The bells stop, the doors close and the chamber resumes its business.
Bendigo tourism brochures greet guests as they arrive at McKenzie’s first-floor Senate suite.
Her office has items that represent the vast land she represents – the Victorian flag, a surf lifesaving hat, and paintings of inland and coastal locations.
A small water tank sculpture with sheep sits on top of a shelf. It’s among her favourite items in her office and offers a constant reminder about the impact drought has had on Victorian farmers.
Family photos litter the office.
The aroma of fresh flowers, which sit on the corner of her desk, wafts through the air.
The complete set of the 2012/13 budget papers, an object of scrutiny for the opposition, line a wall next to her desk.
It has been a long week and McKenzie finally has a break in her otherwise packed schedule.
She relaxes into an arm chair and chats about life in the nation’s capital.
She chats about adjusting to the Canberra lifestyle, a lifestyle that’s so dominated by meal meetings that she joined the parliamentary gym.
McKenzie recounts the back-to-back meetings and commitments and the tricks she’s learned to stay focused.
The bells ring and she spins to the clock behind her, soon discovering a green light flashing.
She immediately relaxes at the knowledge that she doesn’t have to rush away. But it would be a brief break, the red light would soon flash and she would again be off to the chamber.
A typical Canberra day for McKenzie starts at 6.30am in the house’s gym.
She emerges an hour later – having monitored morning television while working out – and prepares for the official duties that typically start at 8.30am and continue until almost 11pm.
Senators must remain in the house until the chamber shuts at 10.40pm.
“They are really constant days. That is why your staff are really important,” McKenzie says.
“They manage everything so well and ensure I am thoroughly briefed and right to go so I can do what I am here to do.
“This is a fantastic opportunity (being a senator) provided you do something with it.”
McKenzie laughs as she remembers her first week in the Senate.
She and new senators Larissa Waters (Greens), and Lisa Singh (Labor) were live to air on Triple J when the Senate bells started to ring.
The three women dropped their headphones and immediately set off for the chamber, fearing they would arrive late and miss a vote.
As they charged down the halls to the chamber, a veteran of the Senate quipped: “don’t you love the fear in the new senators’ run.” It’s a line that has stuck with her ever since.
After being a senator for a year she has developed parliamentary confidence and habits to ensure she arrives in time to vote – tricks that only time and incumbency can teach.
She sports her pager at the back of her waistband, guaranteeing she won’t miss an alert.
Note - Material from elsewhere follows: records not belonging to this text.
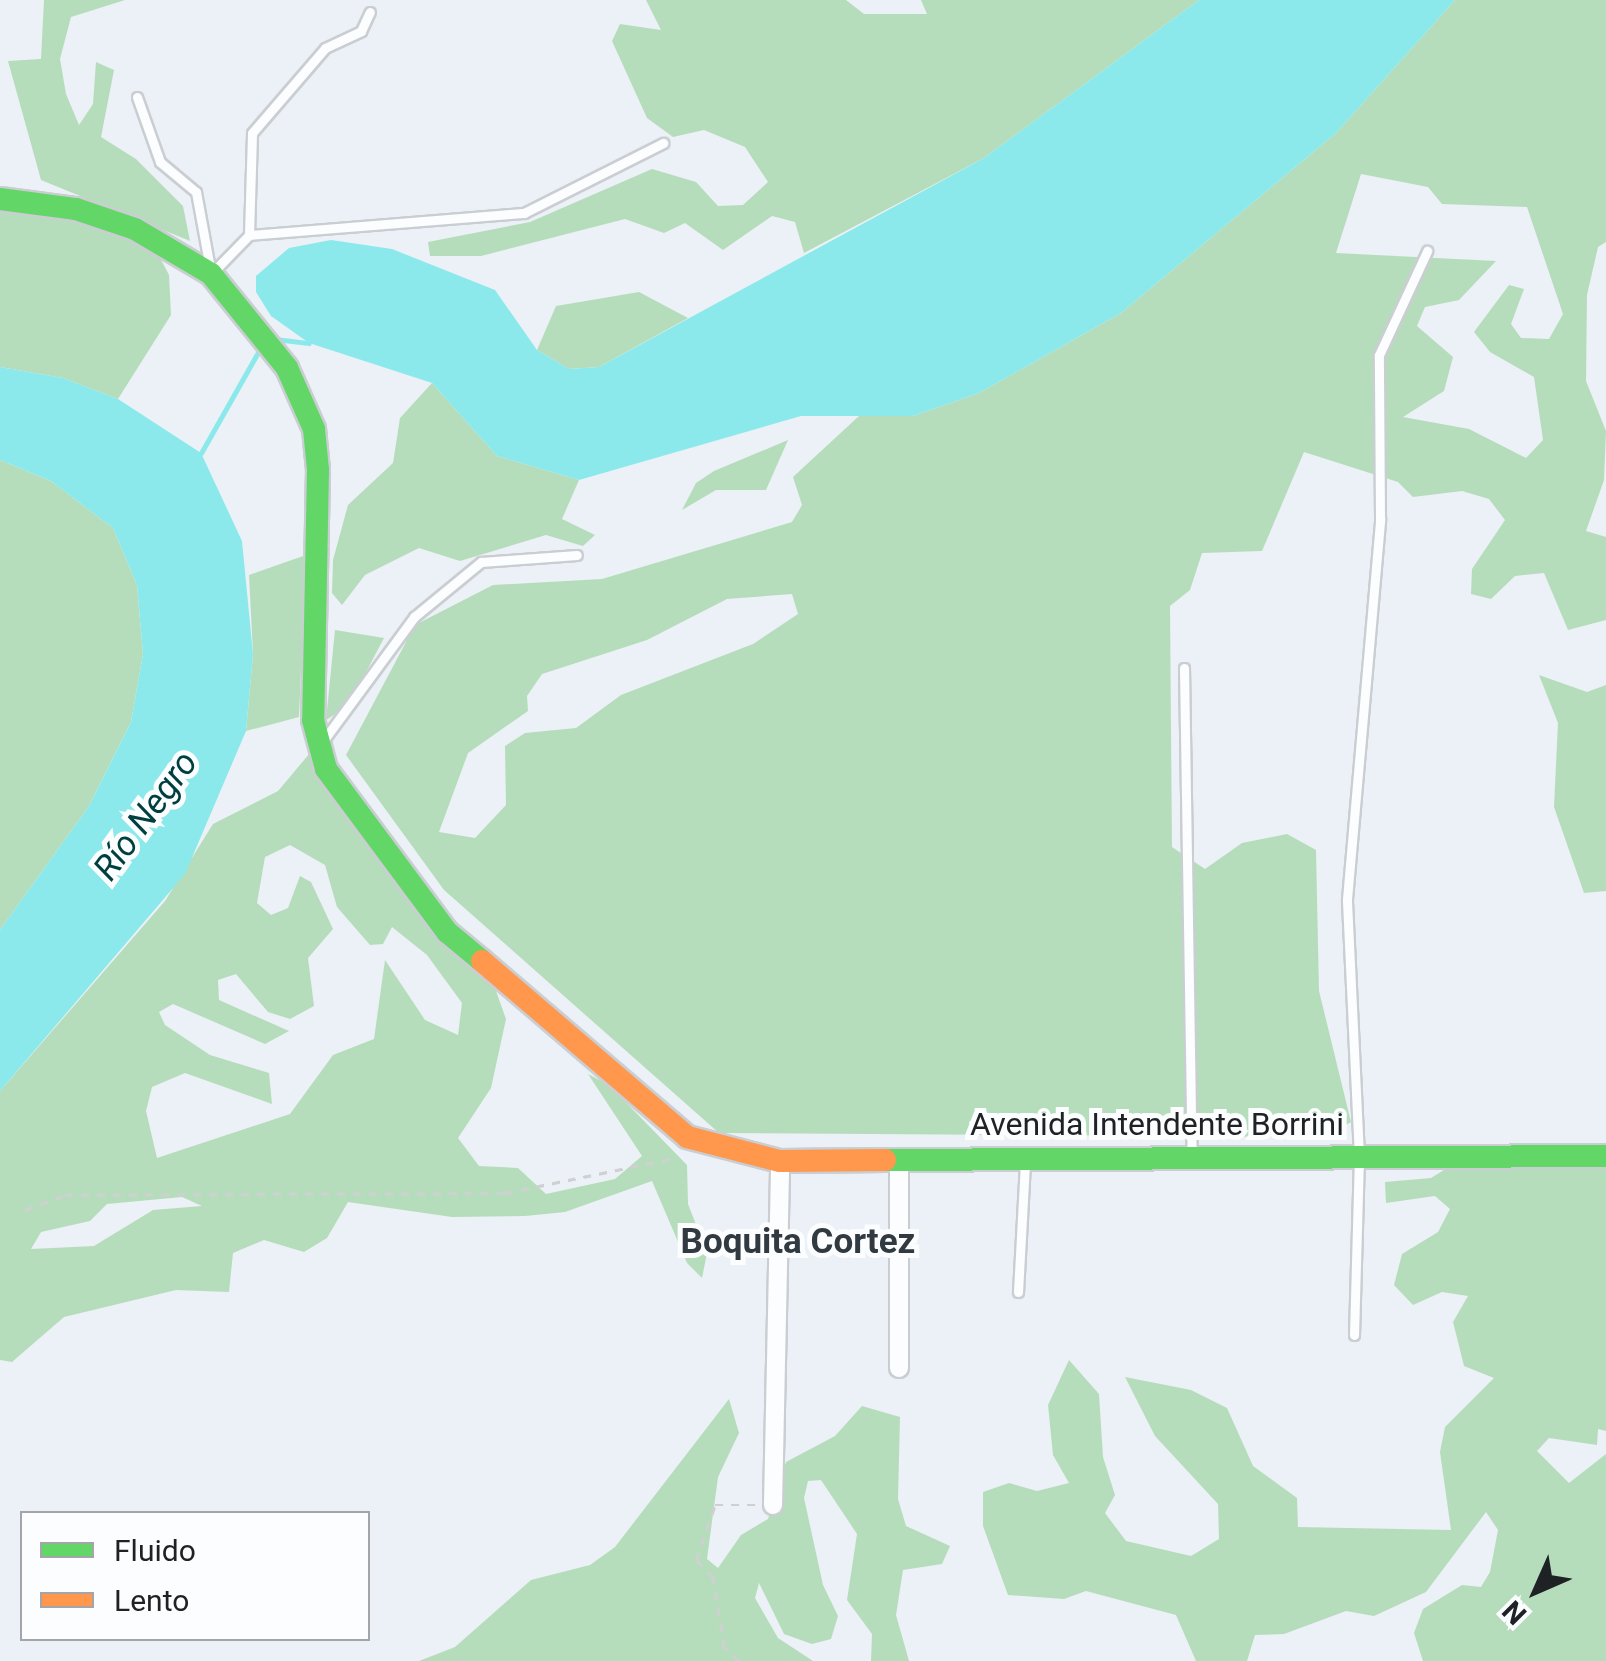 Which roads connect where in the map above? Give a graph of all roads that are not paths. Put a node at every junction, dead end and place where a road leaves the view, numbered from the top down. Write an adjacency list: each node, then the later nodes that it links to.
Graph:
1 (370, 12): 5 (lane)
2 (137, 97): 7 (lane)
3 (663, 143): 5 (lane)
4 (0, 199): 7 (street)
5 (248, 235): 7 (lane)
6 (1427, 251): 12 (lane)
7 (211, 274): 10 (street)
8 (577, 555): 10 (lane)
9 (1184, 668): 11 (lane)
10 (318, 747): 16 (street, Avenida Intendente Borrini)
11 (1192, 1154): 12 (street, Avenida Intendente Borrini); 14 (street, Avenida Intendente Borrini)
12 (1360, 1156): 13 (street, Avenida Intendente Borrini); 18 (lane)
13 (1606, 1156)
14 (1026, 1157): 15 (street, Avenida Intendente Borrini); 17 (lane)
15 (899, 1159): 16 (street, Avenida Intendente Borrini); 19 (street)
16 (780, 1162): 20 (street)
17 (1018, 1292)
18 (1354, 1335)
19 (900, 1368)
20 (773, 1505)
“You think you know how it works and then you get here,” McKenzie says.
“I now know where the stairs are, where the toilets are, I understand how this place works and I am really looking forward to now putting that to use for regional Victoria.
“I think new senators come in here wanting to do so much, you go to all the breakfasts, lunches and dinner functions and that can be really tiring.
“You learn how to pace yourself and find the issues that matter and how to be efficient with your time.”
McKenzie is an eager first term senator, keen to get to work and make a difference.
She sits on three committees – environment and communications; community affairs; education, employment and workplace. It’s an unenviable workload on top of representing the whole state.
“There has been so much more scope and the committee work has been fantastic,” McKenzie says.
“I have been able to do more than I expected in terms of arousing issues.
“As a backbencher in opposition, it is about influencing the debate and saying these are the issues that are affecting people.”
McKenzie, 42, has just arrived in the nation’s capital and is on the rise.
She has timed her arrival in Canberra with the youngest of her four children a teenager.
This smart, humorous and affable representative is determined to bring about change for regional Victoria.
It will be a matter of watch this space to see what she can achieve.
“For me, the timing with my family was crucial and it has worked,” McKenzie says.
“It has all arrived at the right time.”